It might seem like you can’t get any faster than a network that runs on light. Sounds sci-fi, right? And it is. But we have to make cutting-edge optical tech even better to stay ahead of demand. Data traffic on our wireless network grew more than 150,000% between 2007 and 2015. It’s not stopping. Everything from the Internet of Things to virtual reality to 4K video will drive the next surge.
I’m at the Optical Fiber Conference in Anaheim, Calif., today to talk about how we’re pushing optical into the next generation. It involves key concepts we’ve talked about before on this blog: software control and open hardware.
We’re applying those concepts to a special type of network switch called a ROADM (pronounced road-em), or Reconfigurable Optical Add/Drop Multiplexer. These are the hardware devices that manage and route data traffic that comes in over high-capacity fiber optic lines.
First, software control.
In most ROADMs today, there are particular “lanes” dedicated to each wavelength of laser light that comes into the switch. You can’t easily move signals to less congested lanes if traffic gets heavy on the original path. That’s where software control comes in.
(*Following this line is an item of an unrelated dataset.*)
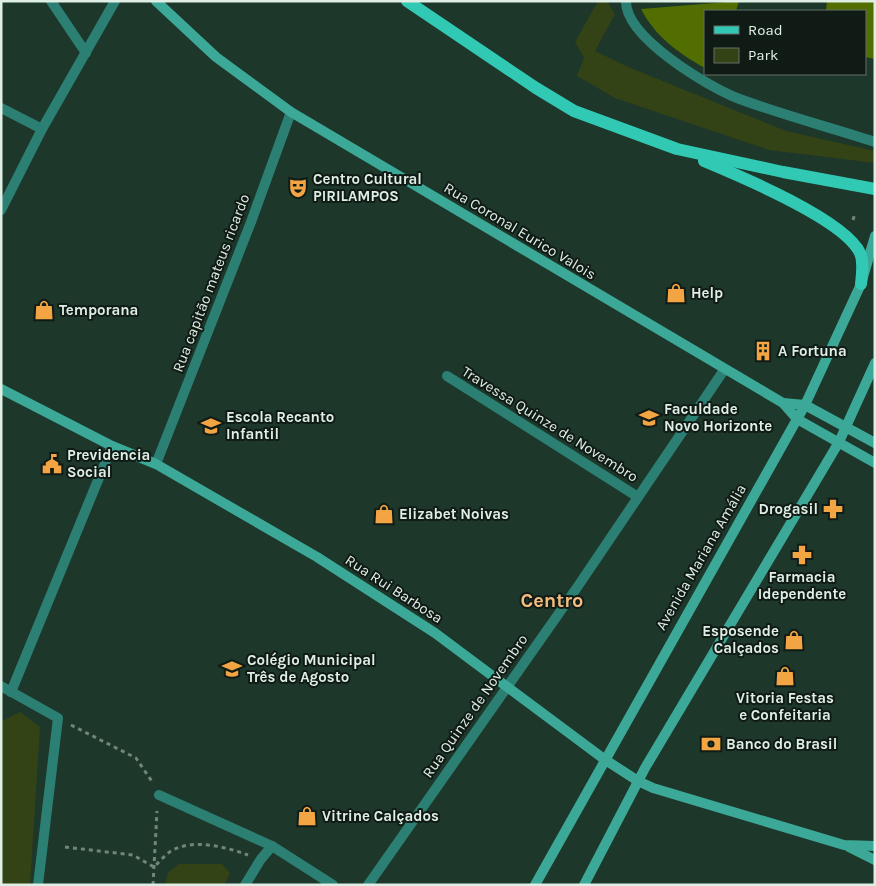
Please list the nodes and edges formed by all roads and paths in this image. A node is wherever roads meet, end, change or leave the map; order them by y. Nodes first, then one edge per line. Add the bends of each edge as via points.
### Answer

Software-controlled ROADMs can automatically detect and adjust bandwidth. They can move traffic to different lanes as needed. These software-controlled ROADMs can turn capacity up or down, route around trouble and come back online quickly when there’s a failure. This isn’t just talk. We’ve already built a nationwide, software-controlled optical network. We think it’s the largest optical network of its kind in the world.
Second, open hardware.
Ideally, we’d virtualize these ROADM devices like we’re doing with other hardware on our network. But the laws of physics still apply. You’re working with lasers: a physical medium. So you need a physical device that can accept and reroute those signals.
However, we can do the next best thing. We can make the specs for these ROADMs openly available.
A small number of specialized hardware manufacturers design and build these proprietary ROADMs today. That limits the pace of innovation. There’s also very little interoperability between equipment from different vendors.
That slows us down and reduces our ability to deliver the best experience to customers. In a major metro area like Chicago or Dallas, for example, we’ve generally had to rely on a single vendor’s equipment to manage all optical traffic in that area. You can’t mix and match according to capability or price.
That needs to change.
That’s why we’re launching a group called Open ROADM (www.openroadm.org). Together, we’ll build and publish open standards for ROADMs. The first set of standards is already available on the website. We recently held an event with our founding member companies where we successfully tested this prototype open and interoperable hardware. We encourage more companies to join this effort. We’ve done a lot of research and development on ROADM technology, and we want to share that expertise. But we also want to collaborate with the innovators and traditional vendors who can bring their own ideas. We’re accelerating our ability to serve our customers.
It turns out, even light can sometimes can get a little faster.